2. A semiconductor memory device as set forth in claim 1, in which said
read/write controlling unit comprises a write-in buffer circuit coupled to
said data bus, first and second address decoders supplied with column
address bits, a selector responsive to a selecting signal and becoming
transparent to one of said first address decoder and said register, first
decode lines coupled to said selector, second decode lines coupled to said
second address decoder, and a plurality of logic gates selectively coupled
to said first and second decode lines and selectively gating said transfer
gate transistors, and in which each of said second decode lines is coupled
to a plurality of logic gates selected from said plurality of logic gates.

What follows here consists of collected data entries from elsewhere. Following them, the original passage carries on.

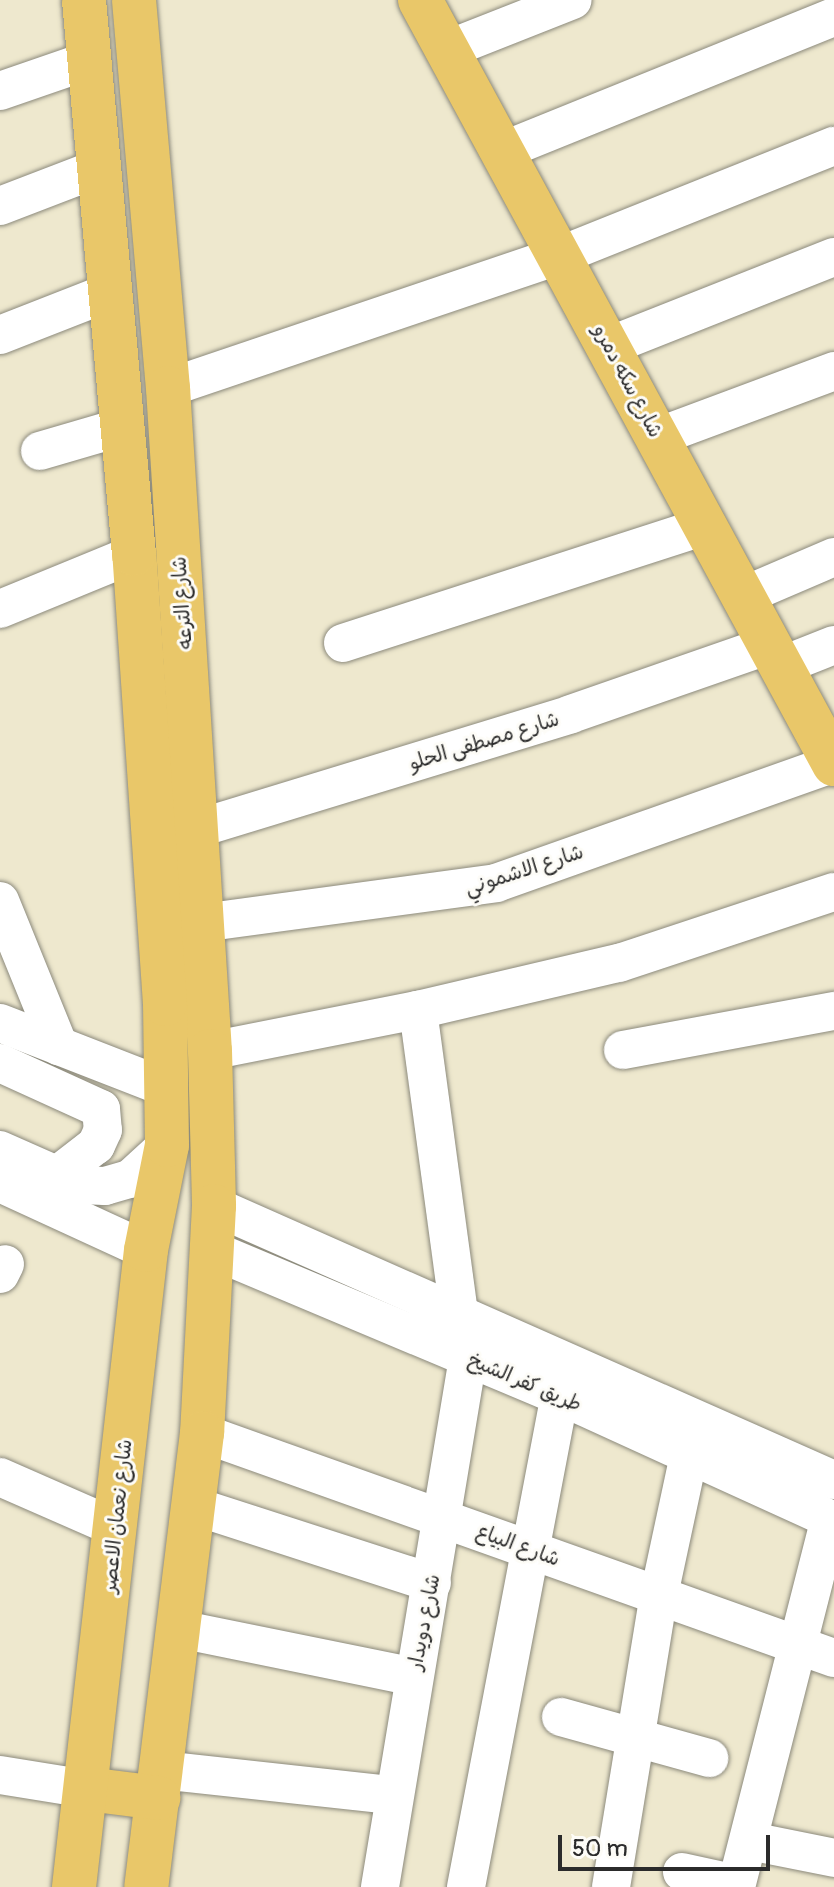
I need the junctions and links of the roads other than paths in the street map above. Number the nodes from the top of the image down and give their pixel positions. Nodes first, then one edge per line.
1 (84, 0) edge
2 (134, 0) edge
3 (420, 0) edge
4 (573, 0) edge
5 (834, 17) edge
6 (446, 50) junction
7 (90, 60) junction
8 (0, 91) edge
9 (834, 146) edge
10 (502, 151) junction
11 (99, 168) junction
12 (0, 206) edge
13 (561, 255) junction
14 (834, 257) edge
15 (110, 292) junction
16 (0, 335) edge
17 (609, 346) junction
18 (834, 371) edge
19 (168, 388) junction
20 (122, 427) junction
21 (657, 437) junction
22 (40, 451) dead end
23 (705, 526) junction
24 (134, 554) junction
25 (834, 557) edge
26 (743, 596) junction
27 (0, 609) edge
28 (343, 643) dead end
29 (834, 645) edge
30 (775, 655) junction
31 (191, 749) junction
32 (146, 755) junction
33 (834, 764) edge
34 (196, 829) junction
35 (834, 892) edge
36 (0, 901) edge
37 (202, 923) junction
38 (418, 1010) junction
39 (834, 1011) edge
40 (0, 1023) edge
41 (59, 1046) junction
42 (623, 1050) dead end
43 (210, 1051) junction
44 (0, 1063) edge
45 (167, 1088) junction
46 (167, 1145) junction
47 (0, 1150) edge
48 (56, 1176) junction
49 (0, 1183) edge
50 (214, 1206) junction
51 (146, 1250) junction
52 (212, 1250) junction
53 (459, 1315) junction
54 (468, 1358) junction
55 (560, 1396) junction
56 (202, 1433) junction
57 (689, 1455) junction
58 (0, 1477) edge
59 (834, 1480) edge
60 (194, 1506) junction
61 (444, 1519) junction
62 (832, 1520) edge
63 (116, 1528) junction
64 (532, 1550) junction
65 (432, 1583) junction
66 (659, 1595) junction
67 (179, 1629) junction
68 (817, 1652) edge
69 (414, 1677) junction
70 (561, 1717) dead end
71 (636, 1738) junction
72 (709, 1758) dead end
73 (0, 1775) edge
74 (160, 1784) junction
75 (87, 1789) junction
76 (392, 1795) junction
77 (750, 1841) junction
78 (834, 1858) edge
79 (682, 1872) dead end
80 (736, 1886) edge
81 (74, 1887) edge
82 (146, 1887) edge
83 (380, 1887) edge
84 (466, 1887) edge
85 (611, 1887) edge

1 - 7 main road
2 - 19 main road, شارع الترعه
3 - 6 main road, شارع سكه دمرو
4 - 6 street
5 - 10 street
6 - 10 main road, شارع سكه دمرو
7 - 8 street
7 - 11 main road
9 - 13 street
10 - 13 main road, شارع سكه دمرو
11 - 12 street
11 - 15 main road
13 - 17 main road, شارع سكه دمرو
13 - 19 street
14 - 17 street
15 - 16 street
15 - 20 main road
17 - 21 main road, شارع سكه دمرو
18 - 21 street
19 - 31 main road, شارع الترعه
20 - 22 street
20 - 24 main road
21 - 23 main road, شارع سكه دمرو
23 - 26 main road, شارع سكه دمرو
23 - 28 street
24 - 27 street
24 - 32 main road
25 - 26 street
26 - 30 main road, شارع سكه دمرو
29 - 30 street, شارع مصطفى الحلو
30 - 33 main road, شارع سكه دمرو
30 - 34 street, شارع مصطفى الحلو
31 - 32 main road
31 - 34 main road, شارع الترعه
32 - 45 main road
33 - 37 street, شارع الاشموني
34 - 37 main road, شارع الترعه
35 - 38 street
36 - 41 street
37 - 43 main road, شارع الترعه
38 - 43 street
38 - 53 street
39 - 42 street
40 - 41 street
41 - 45 street
43 - 50 main road, شارع الترعه
44 - 48 street
45 - 46 main road
46 - 48 street
46 - 51 main road, شارع نعمان الاعصر
47 - 48 street
49 - 51 street
50 - 52 main road
50 - 53 street, طريق كفر الشيخ
51 - 63 main road, شارع نعمان الاعصر
52 - 54 street, طريق كفر الشيخ
52 - 56 main road
53 - 59 street, طريق كفر الشيخ
54 - 55 street, طريق كفر الشيخ
54 - 61 street, شارع دويدار
55 - 57 street, طريق كفر الشيخ
55 - 64 street
56 - 60 main road
56 - 61 street, شارع البياع
57 - 62 street, طريق كفر الشيخ
57 - 66 street
58 - 63 street
60 - 65 street
60 - 67 main road
61 - 64 street, شارع البياع
61 - 65 street, شارع دويدار
62 - 68 street
63 - 75 main road, شارع نعمان الاعصر
64 - 66 street, شارع البياع
64 - 84 street
65 - 69 street, شارع دويدار
66 - 68 street, شارع البياع
66 - 71 street
67 - 69 street
67 - 74 main road
68 - 77 street
69 - 76 street, شارع دويدار
70 - 71 street
71 - 72 street
71 - 85 street
73 - 75 street
74 - 75 main road
74 - 76 street
74 - 82 main road
75 - 81 main road, شارع نعمان الاعصر
76 - 83 street, شارع دويدار
77 - 78 street
77 - 80 street
79 - 80 street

3. A semiconductor memory device as set forth in claim 2, in which said
predetermined bit pattern consists of logic "1" bits, and in which said
logic gates are formed by three-input AND gates supplied with a decode
enabling signal.
4. A semiconductor memory device as set forth in claim 1, in which said
read/write controlling circuit comprises a write-in buffer circuit coupled
to said data bus, third and fourth address decoders supplied with column
address bits, a selector responsive to a selecting signal and becoming
transparent to one of said third address decoder and said register, third
decode lines associated with said selector, fourth decode lines coupled to
said fourth address decoder, and a plurality of first logic gates
responsive to a decode enable signal and coupled between said selector and
said third decode lines, respectively, a plurality of second logic gates
selectively coupled to said third and fourth decode lines and selectively
gating said transfer gate transistors, and in which each of said fourth
decode lines is coupled to a plurality of second logic gates selected from
said plurality of second logic gates.
5. A semiconductor memory device as set forth in claim 4, in which said
first and second logic gates are formed by two-input AND gates.
6. A semiconductor memory device as set forth in claim 1, in which said
read/write controlling unit comprises a write-in buffer unit, a read-out
buffer unit and a column address decoder unit.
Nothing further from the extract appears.